The New York Times recently reprted these advisories are a growing trend at theaters in the United States, but the Theatre Company at the Denver Center for the Performing Arts said these warnings are nothing new to them.

"We have included audience advisories for years, far before my time," said Emily Kent, the director of marketing of the Theatre Company.

Only now, the advisories are far more specific and Kent said many of them were made at the request of their patrons.

"Folks who have any kind of sensory issue, whether it's something, if they're epileptic, whether they have a seizure, or if they might have something like PTSD," she said.

Some people may call them spoilers, the theater company doesn't see it that way.

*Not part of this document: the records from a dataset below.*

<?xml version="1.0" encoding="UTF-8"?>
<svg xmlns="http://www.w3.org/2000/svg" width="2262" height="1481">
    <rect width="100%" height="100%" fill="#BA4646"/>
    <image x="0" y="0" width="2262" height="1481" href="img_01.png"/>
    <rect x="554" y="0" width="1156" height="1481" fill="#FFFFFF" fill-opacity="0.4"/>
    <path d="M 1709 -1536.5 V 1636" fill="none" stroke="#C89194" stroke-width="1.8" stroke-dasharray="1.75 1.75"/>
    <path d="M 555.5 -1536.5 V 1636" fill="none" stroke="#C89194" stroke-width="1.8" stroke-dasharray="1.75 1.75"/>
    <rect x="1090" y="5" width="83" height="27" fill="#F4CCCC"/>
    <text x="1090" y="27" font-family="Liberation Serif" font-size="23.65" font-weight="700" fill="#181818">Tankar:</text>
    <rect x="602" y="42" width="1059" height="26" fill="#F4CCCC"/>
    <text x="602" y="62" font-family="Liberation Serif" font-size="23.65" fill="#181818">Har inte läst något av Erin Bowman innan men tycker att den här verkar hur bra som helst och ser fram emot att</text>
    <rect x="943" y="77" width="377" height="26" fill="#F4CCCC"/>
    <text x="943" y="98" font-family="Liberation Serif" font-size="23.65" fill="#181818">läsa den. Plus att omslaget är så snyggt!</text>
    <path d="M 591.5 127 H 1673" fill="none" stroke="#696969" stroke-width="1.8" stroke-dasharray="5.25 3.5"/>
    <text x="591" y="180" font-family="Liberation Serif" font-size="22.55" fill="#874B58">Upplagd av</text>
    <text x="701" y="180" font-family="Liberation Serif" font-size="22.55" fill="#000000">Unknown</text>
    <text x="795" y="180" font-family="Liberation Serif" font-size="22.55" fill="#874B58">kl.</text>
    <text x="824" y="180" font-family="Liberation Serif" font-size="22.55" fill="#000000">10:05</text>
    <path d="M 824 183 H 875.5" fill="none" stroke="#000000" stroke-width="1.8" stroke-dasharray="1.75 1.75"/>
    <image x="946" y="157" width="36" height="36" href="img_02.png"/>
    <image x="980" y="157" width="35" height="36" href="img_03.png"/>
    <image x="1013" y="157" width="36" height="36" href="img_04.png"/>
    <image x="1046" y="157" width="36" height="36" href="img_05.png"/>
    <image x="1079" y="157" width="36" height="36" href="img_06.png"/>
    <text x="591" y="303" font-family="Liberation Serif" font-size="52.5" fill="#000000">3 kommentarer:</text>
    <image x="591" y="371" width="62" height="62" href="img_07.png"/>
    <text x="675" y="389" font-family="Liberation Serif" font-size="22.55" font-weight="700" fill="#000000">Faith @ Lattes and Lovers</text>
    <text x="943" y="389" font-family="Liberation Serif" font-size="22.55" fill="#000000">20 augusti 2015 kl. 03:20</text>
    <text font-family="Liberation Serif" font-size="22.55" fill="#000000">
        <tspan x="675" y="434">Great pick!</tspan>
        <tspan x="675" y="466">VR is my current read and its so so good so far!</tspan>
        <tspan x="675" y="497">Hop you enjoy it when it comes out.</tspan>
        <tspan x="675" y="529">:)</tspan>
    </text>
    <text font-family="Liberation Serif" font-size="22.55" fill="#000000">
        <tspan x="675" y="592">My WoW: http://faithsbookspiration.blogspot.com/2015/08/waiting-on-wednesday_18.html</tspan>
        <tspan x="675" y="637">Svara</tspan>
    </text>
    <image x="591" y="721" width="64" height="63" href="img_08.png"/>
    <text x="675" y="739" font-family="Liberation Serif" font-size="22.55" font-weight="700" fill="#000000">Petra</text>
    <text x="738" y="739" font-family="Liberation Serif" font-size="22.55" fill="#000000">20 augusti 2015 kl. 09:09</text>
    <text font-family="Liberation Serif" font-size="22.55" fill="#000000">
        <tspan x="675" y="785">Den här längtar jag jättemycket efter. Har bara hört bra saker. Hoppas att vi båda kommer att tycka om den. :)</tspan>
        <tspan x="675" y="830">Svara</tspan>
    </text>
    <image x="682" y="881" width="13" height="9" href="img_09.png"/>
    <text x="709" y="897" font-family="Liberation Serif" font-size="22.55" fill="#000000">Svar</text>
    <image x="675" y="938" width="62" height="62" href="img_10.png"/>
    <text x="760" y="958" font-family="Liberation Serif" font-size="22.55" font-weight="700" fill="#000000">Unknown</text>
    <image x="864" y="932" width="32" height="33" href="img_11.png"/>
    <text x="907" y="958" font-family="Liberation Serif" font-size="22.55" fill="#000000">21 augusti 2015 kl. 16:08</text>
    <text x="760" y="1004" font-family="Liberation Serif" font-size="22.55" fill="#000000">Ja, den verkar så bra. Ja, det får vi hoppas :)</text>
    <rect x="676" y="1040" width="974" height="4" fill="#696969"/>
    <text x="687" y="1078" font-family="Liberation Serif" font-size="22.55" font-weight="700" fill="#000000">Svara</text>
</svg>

They equate them to the ratings you get before you watch a movie or TV show, like PG, PG-13 or R.

"In general, I think most of content advisories do not reach into that territory," Kenet said. "Just like when you turn on your TV and you see language, violence, you know, sexual situations, we're kind of staying in that level that high level advisory that we don't consider to be spoilery."

And the team says with those very specific warnings, they take extra steps to avoid spoilers.

"We now have a feature on our website where you can view exact timings that will say 13 minutes into act one. strobe light, an hour and 10 minutes into act two, a loud explosion," Kent said. "At the same time we recognize that might be a spoiler for someone right, like gunshot at the end of act two is kind of a big, dramatic moment so that's why we've made them something that a patron has to click on to view."

Kent added determining what needs an advisory for their performances is a collaborative process involving several teams within the company, including the marketing team, the box office team and the producers.

But when it comes to the Broadway national tours, that's out of their hands.

The producers that travel with those shows bring their own advisories along with them.